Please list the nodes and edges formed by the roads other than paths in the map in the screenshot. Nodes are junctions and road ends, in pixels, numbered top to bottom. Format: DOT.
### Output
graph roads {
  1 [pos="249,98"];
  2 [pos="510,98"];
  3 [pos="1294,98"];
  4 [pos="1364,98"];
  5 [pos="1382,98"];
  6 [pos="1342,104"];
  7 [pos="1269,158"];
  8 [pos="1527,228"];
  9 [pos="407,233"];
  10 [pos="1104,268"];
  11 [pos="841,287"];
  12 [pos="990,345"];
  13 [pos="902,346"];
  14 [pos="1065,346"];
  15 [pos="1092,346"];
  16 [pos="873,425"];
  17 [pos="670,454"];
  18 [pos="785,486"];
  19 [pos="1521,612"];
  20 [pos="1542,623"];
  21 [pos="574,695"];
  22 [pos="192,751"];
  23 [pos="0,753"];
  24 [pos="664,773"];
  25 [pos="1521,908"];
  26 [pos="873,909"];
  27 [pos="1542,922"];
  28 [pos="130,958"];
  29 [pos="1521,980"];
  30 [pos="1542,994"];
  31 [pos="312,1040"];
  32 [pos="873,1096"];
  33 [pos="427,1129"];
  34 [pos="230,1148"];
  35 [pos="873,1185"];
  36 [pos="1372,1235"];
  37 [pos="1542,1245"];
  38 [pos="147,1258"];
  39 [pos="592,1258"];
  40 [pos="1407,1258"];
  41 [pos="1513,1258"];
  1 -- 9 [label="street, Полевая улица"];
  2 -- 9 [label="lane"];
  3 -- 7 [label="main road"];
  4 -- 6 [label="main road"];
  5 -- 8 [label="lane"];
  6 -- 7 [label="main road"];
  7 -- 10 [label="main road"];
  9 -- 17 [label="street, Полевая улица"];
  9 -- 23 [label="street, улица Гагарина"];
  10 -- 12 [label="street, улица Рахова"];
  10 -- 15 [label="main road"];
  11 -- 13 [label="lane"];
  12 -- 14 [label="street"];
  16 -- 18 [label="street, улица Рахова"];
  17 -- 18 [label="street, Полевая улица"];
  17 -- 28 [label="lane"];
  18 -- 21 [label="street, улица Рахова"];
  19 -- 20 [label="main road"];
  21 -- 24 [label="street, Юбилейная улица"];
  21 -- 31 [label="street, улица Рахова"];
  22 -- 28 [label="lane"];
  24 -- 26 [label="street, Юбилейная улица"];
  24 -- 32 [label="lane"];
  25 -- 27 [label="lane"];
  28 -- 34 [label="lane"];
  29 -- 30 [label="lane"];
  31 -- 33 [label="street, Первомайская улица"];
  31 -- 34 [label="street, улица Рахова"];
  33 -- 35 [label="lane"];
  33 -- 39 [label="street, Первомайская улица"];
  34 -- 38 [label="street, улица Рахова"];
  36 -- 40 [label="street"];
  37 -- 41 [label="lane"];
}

┄┄┄┄┄┄

Task to complete ▸
Every line of the data above should be retyped precisely.

Exercise solution ▸
Please list the nodes and edges formed by the roads other than paths in the map in the screenshot. Nodes are junctions and road ends, in pixels, numbered top to bottom. Format: DOT.
### Output
graph roads {
  1 [pos="249,98"];
  2 [pos="510,98"];
  3 [pos="1294,98"];
  4 [pos="1364,98"];
  5 [pos="1382,98"];
  6 [pos="1342,104"];
  7 [pos="1269,158"];
  8 [pos="1527,228"];
  9 [pos="407,233"];
  10 [pos="1104,268"];
  11 [pos="841,287"];
  12 [pos="990,345"];
  13 [pos="902,346"];
  14 [pos="1065,346"];
  15 [pos="1092,346"];
  16 [pos="873,425"];
  17 [pos="670,454"];
  18 [pos="785,486"];
  19 [pos="1521,612"];
  20 [pos="1542,623"];
  21 [pos="574,695"];
  22 [pos="192,751"];
  23 [pos="0,753"];
  24 [pos="664,773"];
  25 [pos="1521,908"];
  26 [pos="873,909"];
  27 [pos="1542,922"];
  28 [pos="130,958"];
  29 [pos="1521,980"];
  30 [pos="1542,994"];
  31 [pos="312,1040"];
  32 [pos="873,1096"];
  33 [pos="427,1129"];
  34 [pos="230,1148"];
  35 [pos="873,1185"];
  36 [pos="1372,1235"];
  37 [pos="1542,1245"];
  38 [pos="147,1258"];
  39 [pos="592,1258"];
  40 [pos="1407,1258"];
  41 [pos="1513,1258"];
  1 -- 9 [label="street, Полевая улица"];
  2 -- 9 [label="lane"];
  3 -- 7 [label="main road"];
  4 -- 6 [label="main road"];
  5 -- 8 [label="lane"];
  6 -- 7 [label="main road"];
  7 -- 10 [label="main road"];
  9 -- 17 [label="street, Полевая улица"];
  9 -- 23 [label="street, улица Гагарина"];
  10 -- 12 [label="street, улица Рахова"];
  10 -- 15 [label="main road"];
  11 -- 13 [label="lane"];
  12 -- 14 [label="street"];
  16 -- 18 [label="street, улица Рахова"];
  17 -- 18 [label="street, Полевая улица"];
  17 -- 28 [label="lane"];
  18 -- 21 [label="street, улица Рахова"];
  19 -- 20 [label="main road"];
  21 -- 24 [label="street, Юбилейная улица"];
  21 -- 31 [label="street, улица Рахова"];
  22 -- 28 [label="lane"];
  24 -- 26 [label="street, Юбилейная улица"];
  24 -- 32 [label="lane"];
  25 -- 27 [label="lane"];
  28 -- 34 [label="lane"];
  29 -- 30 [label="lane"];
  31 -- 33 [label="street, Первомайская улица"];
  31 -- 34 [label="street, улица Рахова"];
  33 -- 35 [label="lane"];
  33 -- 39 [label="street, Первомайская улица"];
  34 -- 38 [label="street, улица Рахова"];
  36 -- 40 [label="street"];
  37 -- 41 [label="lane"];
}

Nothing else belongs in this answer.